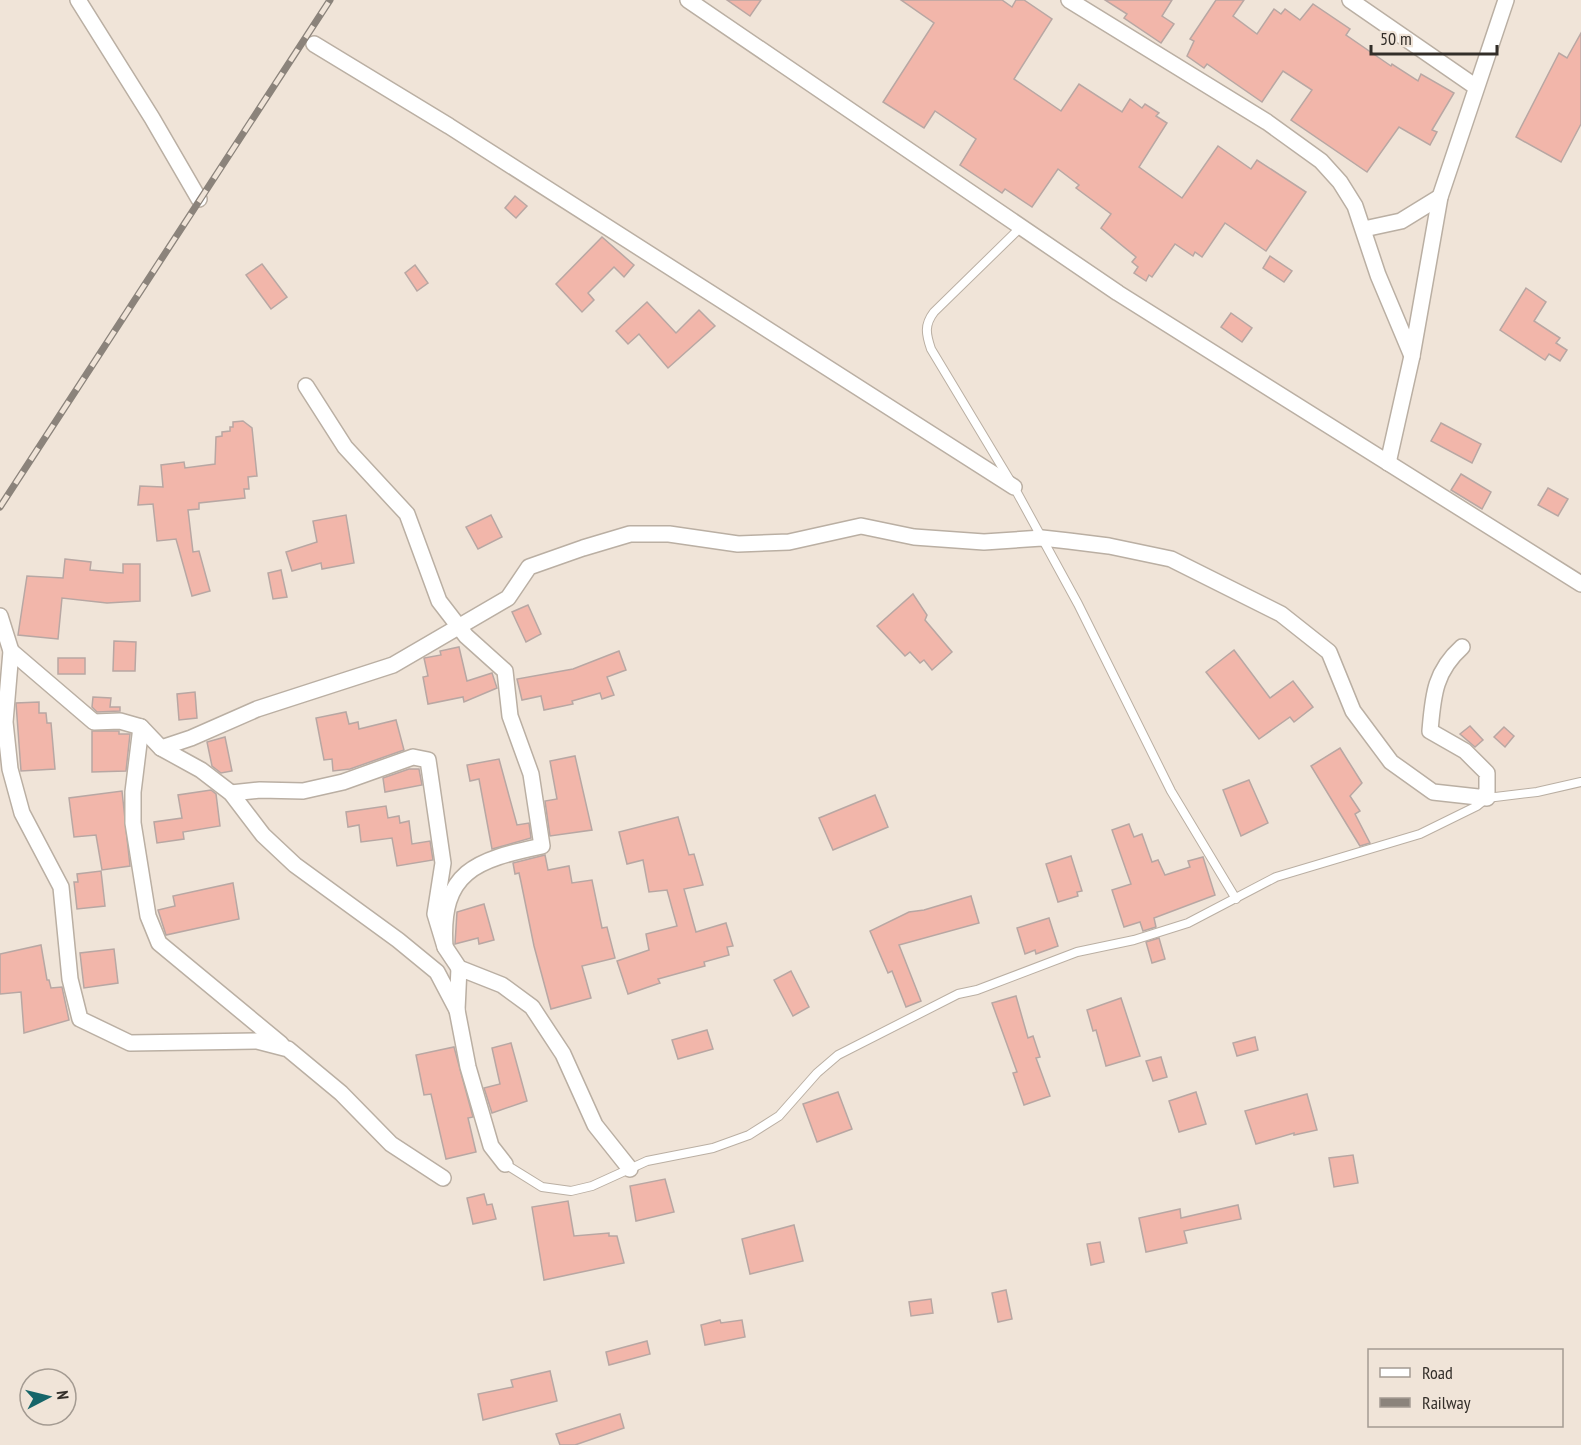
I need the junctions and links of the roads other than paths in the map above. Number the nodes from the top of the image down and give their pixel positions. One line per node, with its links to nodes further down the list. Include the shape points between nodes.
1 (78, 0): 9 (street)
2 (688, 0): 10 (street)
3 (1069, 0): 11 (street, via 1267,122 1321,161 1355,206)
4 (1350, 0): 7 (street)
5 (1506, 0): 7 (street)
6 (314, 44): 15 (street, via 459,132)
7 (1476, 87): 8 (street)
8 (1440, 197): 11 (street, via 1401,221); 12 (street)
9 (199, 199)
10 (1021, 227): 14 (street, via 1118,293); 15 (lane, via 934,312 926,334 931,349)
11 (1364, 230): 12 (street)
12 (1412, 356): 14 (street)
13 (306, 386): 19 (street, via 345,447 407,514 439,601)
14 (1388, 463): 17 (street)
15 (1014, 488): 16 (lane)
16 (1042, 538): 19 (street, via 984,542 914,537 861,526 789,542 738,544 669,534 630,534 529,567 508,598); 26 (street, via 1171,559 1281,614 1329,652 1353,711 1391,762 1433,792); 27 (lane, via 1171,791)
17 (1581, 584)
18 (0, 616): 21 (street)
19 (459, 626): 23 (street, via 393,665 257,709); 28 (street, via 505,671 510,716 531,774 542,846 481,863 465,873 443,918)
20 (1462, 647): 26 (street, via 1447,660 1434,691 1431,731 1465,751 1487,772)
21 (11, 651): 22 (street, via 94,722 120,721); 31 (street, via 5,722 10,770 22,813 61,886 70,979 80,1019 130,1043 257,1041)
22 (141, 727): 23 (street); 31 (street, via 133,823 148,916 159,943)
23 (161, 748): 25 (street, via 201,770)
24 (1581, 782): 26 (lane)
25 (231, 793): 28 (street, via 303,791 343,782 413,757 428,760 443,863 435,914); 30 (street, via 263,835 295,865 436,972)
26 (1487, 798): 27 (lane, via 1420,834 1275,877)
27 (1236, 899): 33 (lane, via 1188,923 1077,952 958,994 838,1055 817,1072 779,1116 758,1130 713,1148 662,1157)
28 (445, 947): 29 (street)
29 (459, 968): 30 (street); 33 (street, via 502,985 532,1007 563,1054 595,1125)
30 (457, 1010): 32 (street, via 468,1067 491,1146)
31 (288, 1049): 34 (street, via 341,1093 391,1144)
32 (505, 1164): 33 (lane, via 542,1187 571,1191)
33 (630, 1169)
34 (443, 1178)

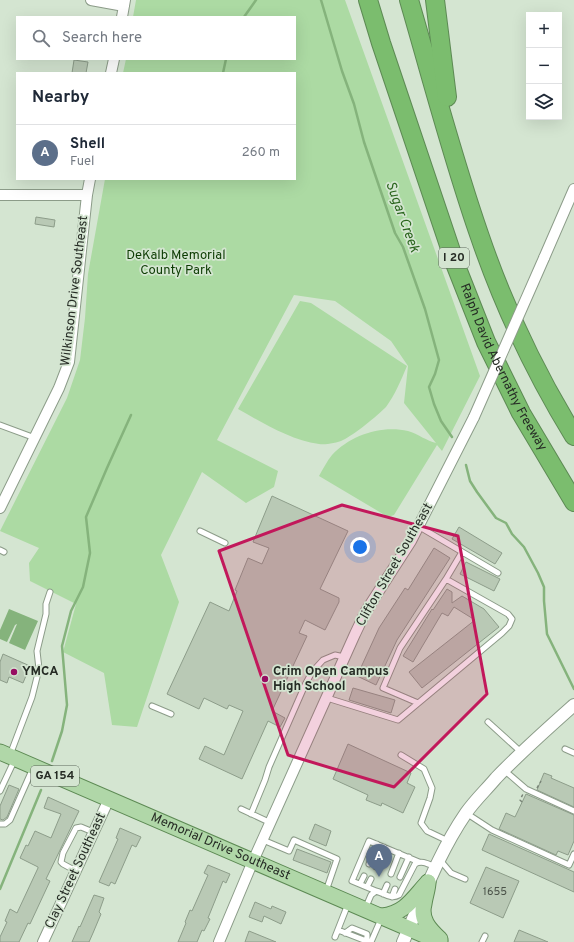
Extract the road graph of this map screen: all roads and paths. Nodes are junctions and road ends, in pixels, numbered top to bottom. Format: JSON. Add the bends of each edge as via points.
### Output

--

Your objective » With the line containing "Extract the road" as the start, transcribe each line through the end of the listing above, exactly and only.

Answer box »
Extract the road graph of this map screen: all roads and paths. Nodes are junctions and road ends, in pixels, numbered top to bottom. Format: JSON. Add the bends of each edge as via points.
### Output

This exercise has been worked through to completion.